Gasparri (Pdl) ad Affaritaliani.it: "Il governo Ciampi aiutò la Mafia"
Martedì, 16 novembre 2010 - 23:21:00
"Non ci sarà un governo tecnico. Un esecutivo fatto da quelli che hanno perso le elezioni con qualche pezzetto che si è staccato dal Centrodestra non è un evento prevedibile", afferma ad Affaritaliani.it Maurizio Gasparri. Che aggiunge: "Non esistono i governi tecnici perché i governi sono formati con una maggioranza in Parlamento. Dopodiché, se ci fosse una maggioranza che non è quella espressa dagli elettori, sarebbe un ribaltone.
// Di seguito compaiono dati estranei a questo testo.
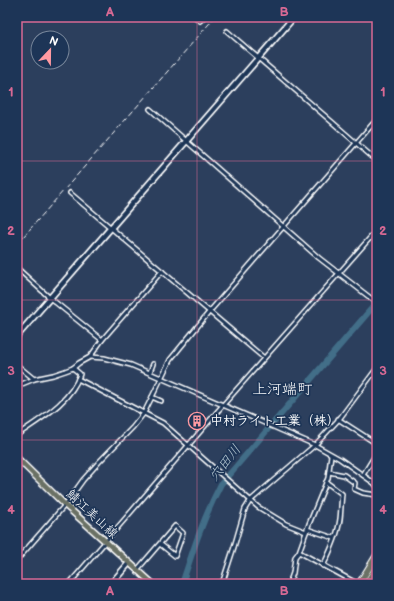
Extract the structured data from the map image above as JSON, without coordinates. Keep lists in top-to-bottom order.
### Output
{
  "streets": {
    "main road": ["鯖江美山線"]
  },
  "districts": ["上河端町"],
  "water": ["穴田川"],
  "places": {
    "building": ["中村ライト工業（株）"]
  },
  "north": "top",
  "grid": {
    "columns": ["A", "B"],
    "rows": [
      "1",
      "2",
      "3",
      "4"
    ]
  }
}
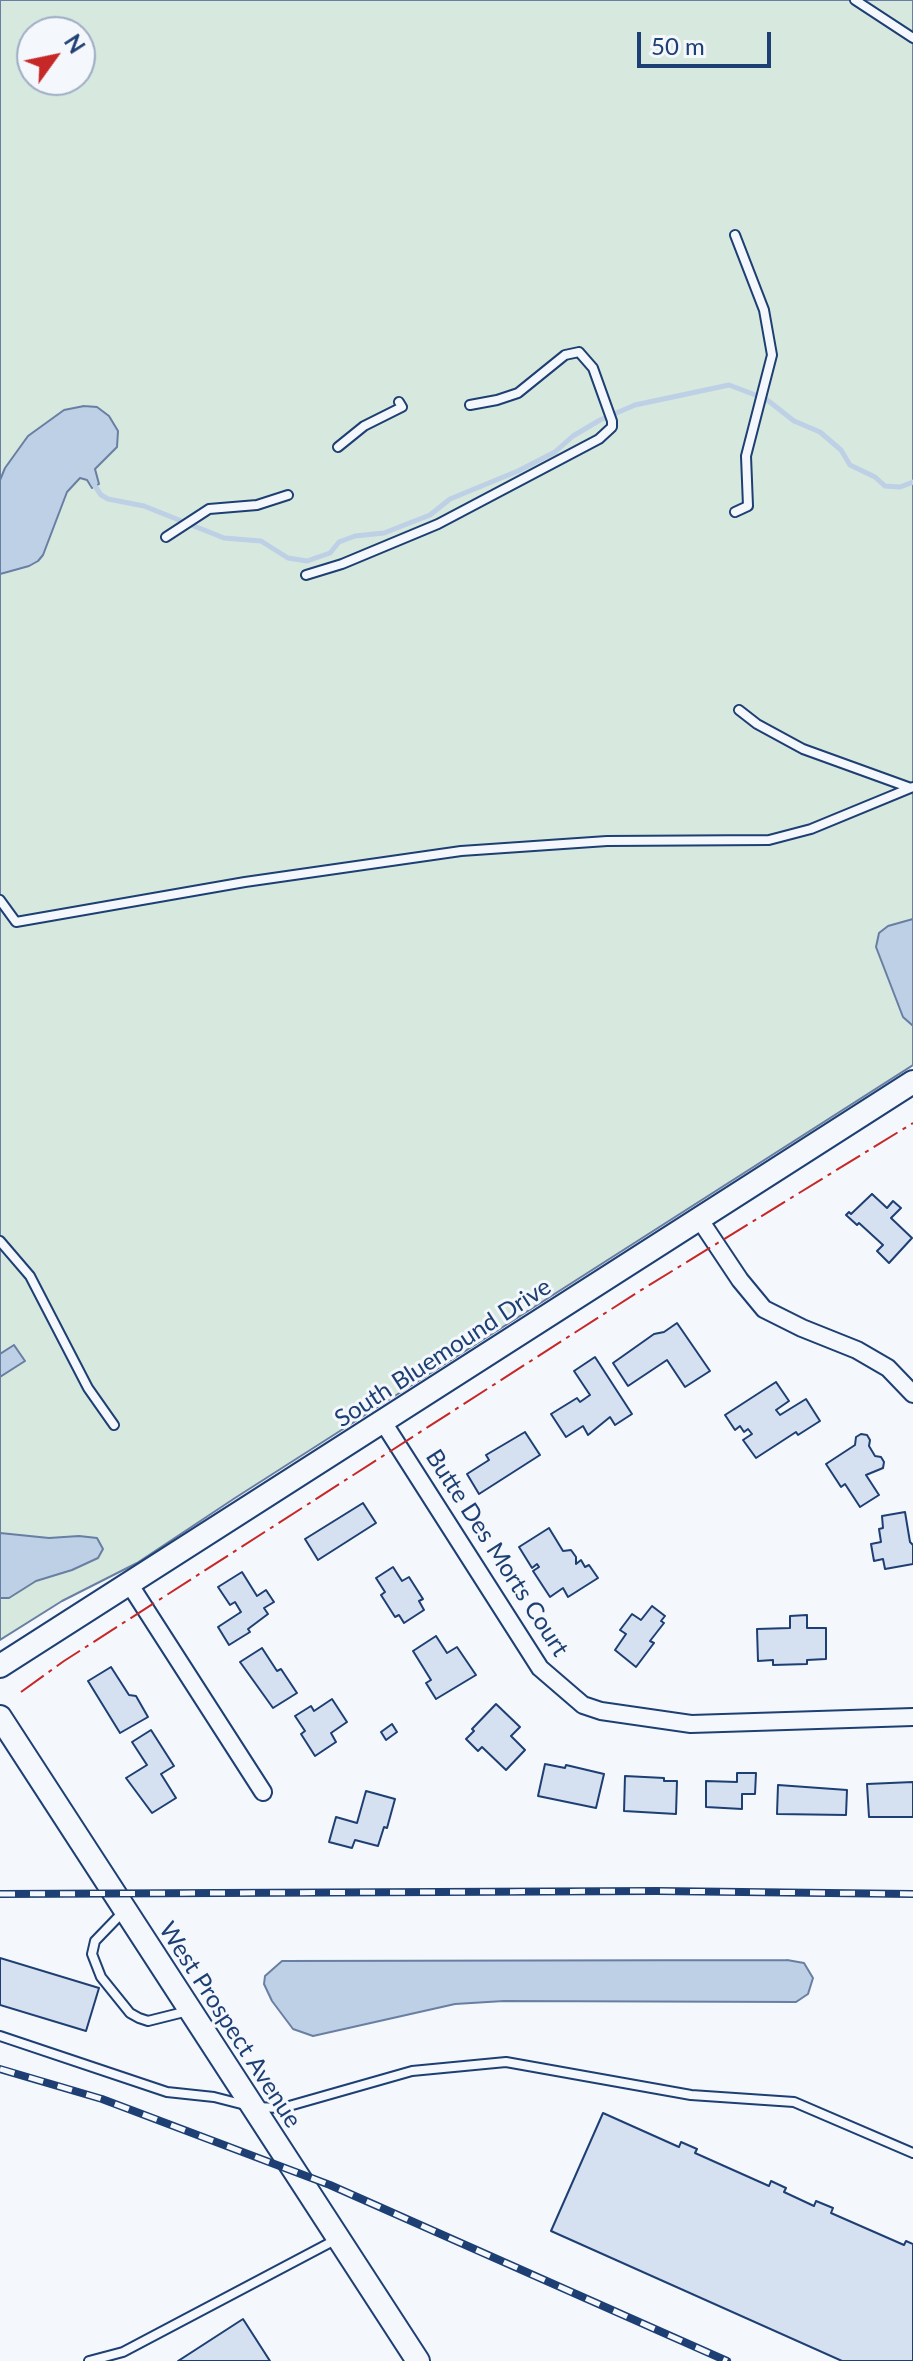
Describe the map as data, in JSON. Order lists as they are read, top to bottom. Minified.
{"streets":{"main road":["South Bluemound Drive","West Prospect Avenue"],"street":["Butte Des Morts Court"]},"crossings":[["South Bluemound Drive","Butte Des Morts Court"]],"scale_bar":"50 m","north":"top right"}
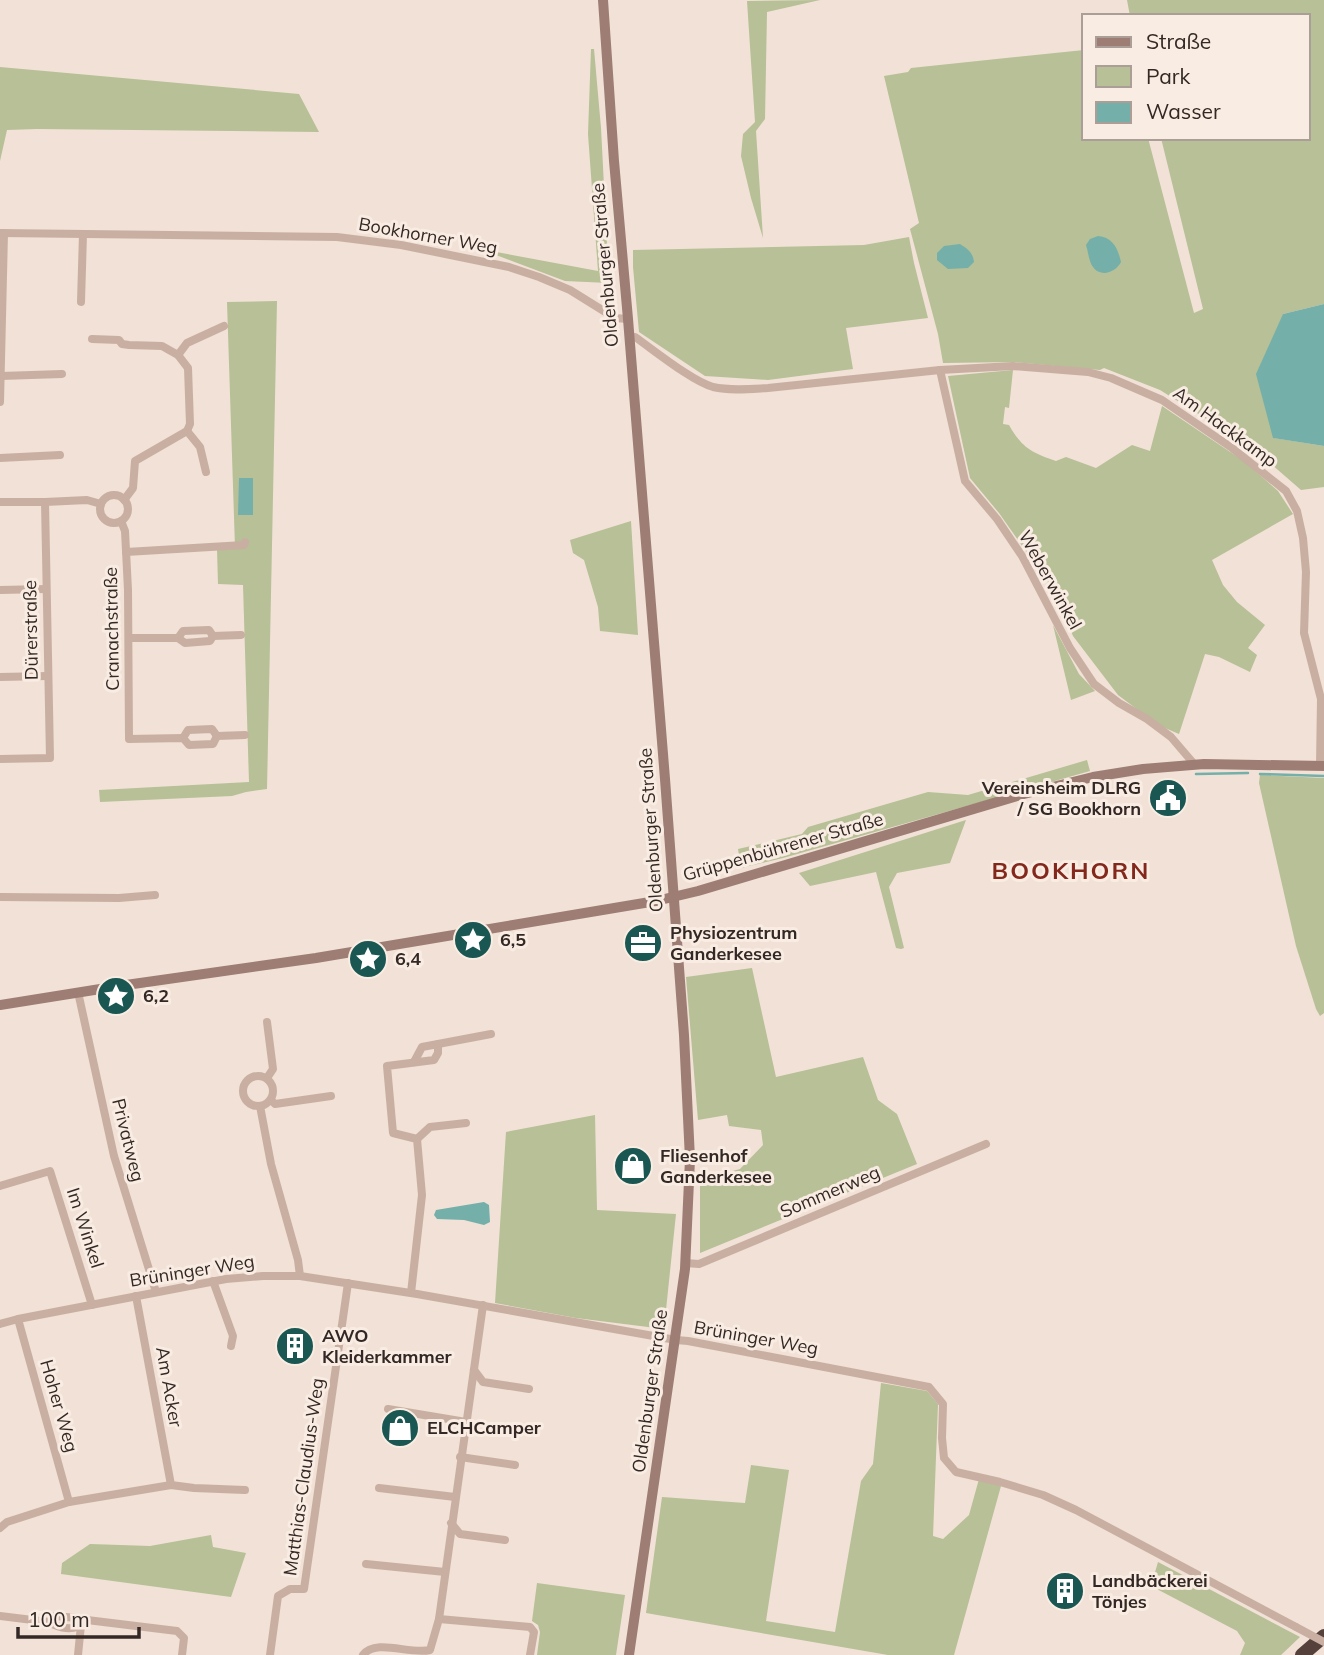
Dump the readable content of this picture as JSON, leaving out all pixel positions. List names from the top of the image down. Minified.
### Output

E mi pare che a parole non lo vuole nessuno".
Il capogruppo del Popolo della Libertà al Senato - sempre ad Affaritaliani.it - coglie l'occasione per sparare ad alzo zero contro l'ex presidente della Repubblica Carco Azeglio Ciampi. "Nel passato un governo tecnico fu quello di Ciampi, nel 1993-94. Ebbene, abbiamo appreso che con il ministro della Giustizia di allora, Conso, nell'autunno del '93 ha deciso di sospendere il carcere duro, il 41-bis, per 140 mafiosi. Perché, ha detto Conso all'Antimafia la settimana scorsa, si potesse in questo modo attenuare la strategia stragista della Mafia".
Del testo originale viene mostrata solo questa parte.